Avr 28 2016

Loi Numérique : les sénateurs grillent la priorité au logiciel libre

Article publié par NextInPact le 28 avril 2016 :

Dans le cadre des débats autour du projet de loi Lemaire, les sénateurs ont finalement refusé d’accorder la priorité au logiciel libre dans la vie des administrations. En lieu et place, ils ont adopté un amendement du groupe socialiste se limitant à encourager ces licences.

Hier soir dans l’hémicycle, il n’y aura pas eu le big bang espéré par les partisans du logiciel libre. Alors que plusieurs amendements militaient pour donner une véritable priorité à cet univers dans les marchés publics, les sénateurs ont préféré se rallier à l’amendement porté par Jean-Pierre Sueur (PS) visant à encourager ces licences.

En sortie de débat, l’article 9 ter adopté indique que les administrations « veillent à préserver la maîtrise, la pérennité et l’indépendance de leurs systèmes d’information ». Dans un second alinéa, il leur est demandé d’encourager « l’utilisation des logiciels libres et des formats ouverts lors du développement, de l’achat ou de l’utilisation, de tout ou partie, de ces systèmes d’information ».

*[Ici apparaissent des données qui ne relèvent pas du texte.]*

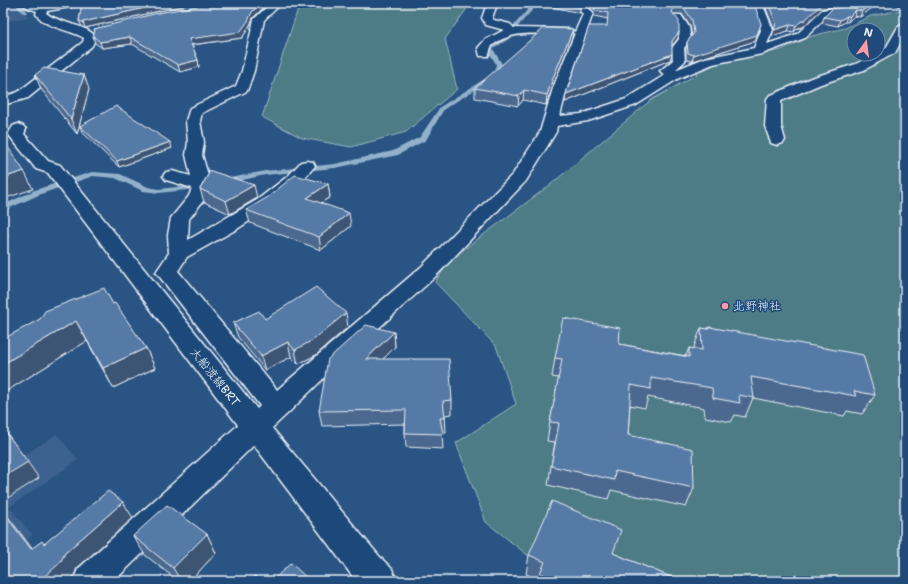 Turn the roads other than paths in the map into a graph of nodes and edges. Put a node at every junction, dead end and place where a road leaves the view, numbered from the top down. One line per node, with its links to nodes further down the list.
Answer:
1 (26, 3): 10 (street)
2 (76, 3): 10 (street)
3 (277, 3): 26 (street)
4 (488, 3): 14 (street)
5 (577, 3): 16 (street)
6 (757, 3): 17 (street)
7 (846, 3): 17 (street)
8 (902, 3): 9 (street)
9 (905, 4)
10 (46, 6): 15 (street)
11 (677, 17): 19 (street)
12 (905, 27): 23 (street)
13 (100, 29): 15 (street)
14 (514, 31): 16 (street); 18 (street)
15 (85, 33): 20 (street)
16 (581, 33): 21 (street)
17 (758, 51): 19 (street)
18 (484, 53)
19 (674, 75): 21 (street)
20 (3, 101)
21 (550, 122): 28 (street)
22 (13, 124): 29 (street, 大船渡線BRT)
23 (777, 140)
24 (307, 166): 27 (street)
25 (172, 176): 26 (street)
26 (200, 190): 27 (street)
27 (179, 253): 28 (street)
28 (277, 408): 29 (street)
29 (256, 427): 30 (street); 31 (street, 大船渡線BRT)
30 (90, 581)
31 (380, 581) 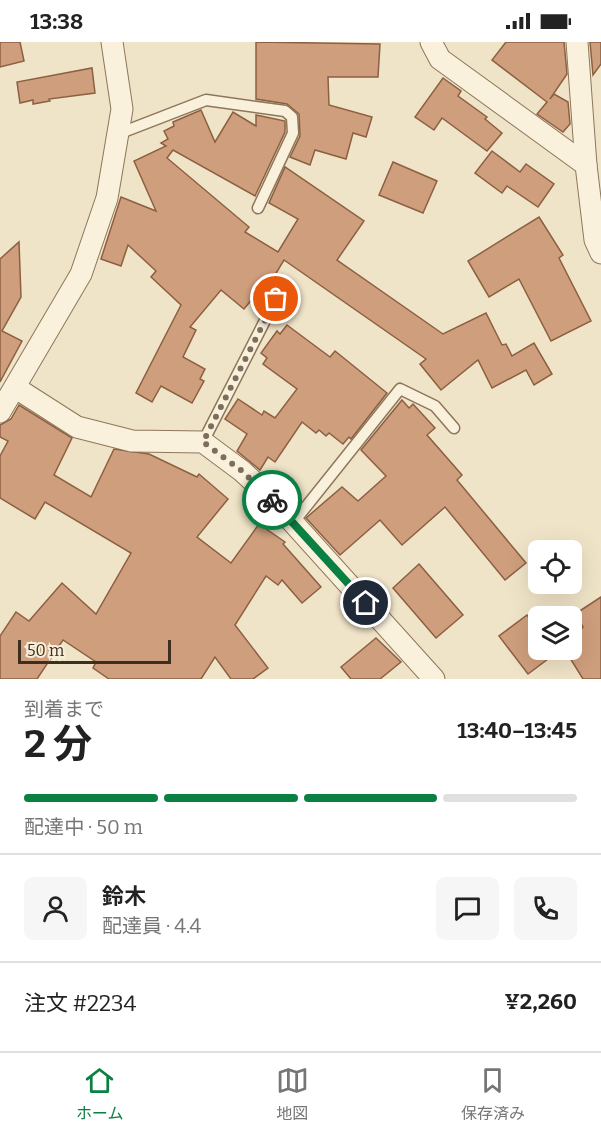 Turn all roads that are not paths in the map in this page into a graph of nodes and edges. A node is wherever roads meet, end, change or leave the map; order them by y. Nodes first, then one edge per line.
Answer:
1 (112, 42) edge
2 (431, 42) edge
3 (577, 42) edge
4 (118, 134) junction
5 (586, 165) junction
6 (258, 208) dead end
7 (601, 253) edge
8 (276, 299) dead end
9 (16, 388) junction
10 (0, 412) edge
11 (454, 428) dead end
12 (203, 442) junction
13 (293, 523) junction
14 (434, 679) edge

1 - 4 street
2 - 5 street
3 - 5 street
4 - 6 lane
4 - 9 street
5 - 7 street
8 - 12 lane
9 - 10 street
9 - 12 street
11 - 13 lane
12 - 13 street
13 - 14 street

Dans le fil des débats, le rapporteur pour avis de la Commission des affaires économiques a considéré qu’il ne fallait « pas faire du logiciel libre un dogme », Bruno Sido ajoutant que « la question de la souveraineté est essentielle. De nombreuses affaires d’espionnage, d’écoutes, ont été révélées récemment. La sécurité devrait nous inciter à choisir des logiciels nationaux, afin d’éviter de se mettre entre les mains de ceux qui cherchent sans cesse à savoir ce que nous faisons ».

Pour Jean-Pierre Sueur, la rédaction de son amendement draine avec elle « un enjeu de souveraineté, une garantie de souplesse et d’adaptabilité, de maitrise technologique, de pérennité des données, d’indépendance à l’égard des fournisseurs ». Pas moins.

Veiller à préserver, encourager à… Derrière ce discours technico-marketing, plébiscité par Axelle Lemaire, se cache une simple déclaration de bonnes intentions, pour reprendre en substance l’expression de Joëlle Garriaud-Maylam (LR). Même analyse de l’UDI Philippe Bonnecarrère : « l’amendement de M. Sueur est d’intention et n’a aucun caractère normatif ».

En pratique, si la disposition est conservée par les députés, une administration aura la lointaine obligation de veiller à préserver « la maîtrise, la pérennité et l’indépendance de leurs systèmes d’information ». Préserver, c’est porter soin, faire attention. Pas plus.

Cet objectif brumeux est avant tout de la poésie, une inaccessible étoile. Sauf cas très particulier, en effet, aucune administration n’a de maitrise sur la conception même du matériel – généralement asiatique – qui propulse son système d’information. Un acte administratif ne pourra ainsi être annulé au prétexte que l’acteur public n’a aucune idée du code caché dans les tréfonds du BIOS de son rutilant PC. L’encouragement à l’utilisation des logiciels libres et des formats ouverts est du même acabit. Chaque administration pourra, après quelques gesticulations, faire mine d’avoir rempli ce critère dans son quotidien, sans menace particulière.

Le maigre mérite de l’amendement socialiste sera de surligner ce concept flou d’indépendance des systèmes d’information. À tout le moins, il permettra de questionner le gouvernement lorsque celui-ci viendra passer tel marché au profit d’un éditeur américain de logiciel propriétaire (ou privatif, c’est selon). Une pratique soigneusement entretenue par l’actuel exécutif dans le secteur de la défense ou de la santé.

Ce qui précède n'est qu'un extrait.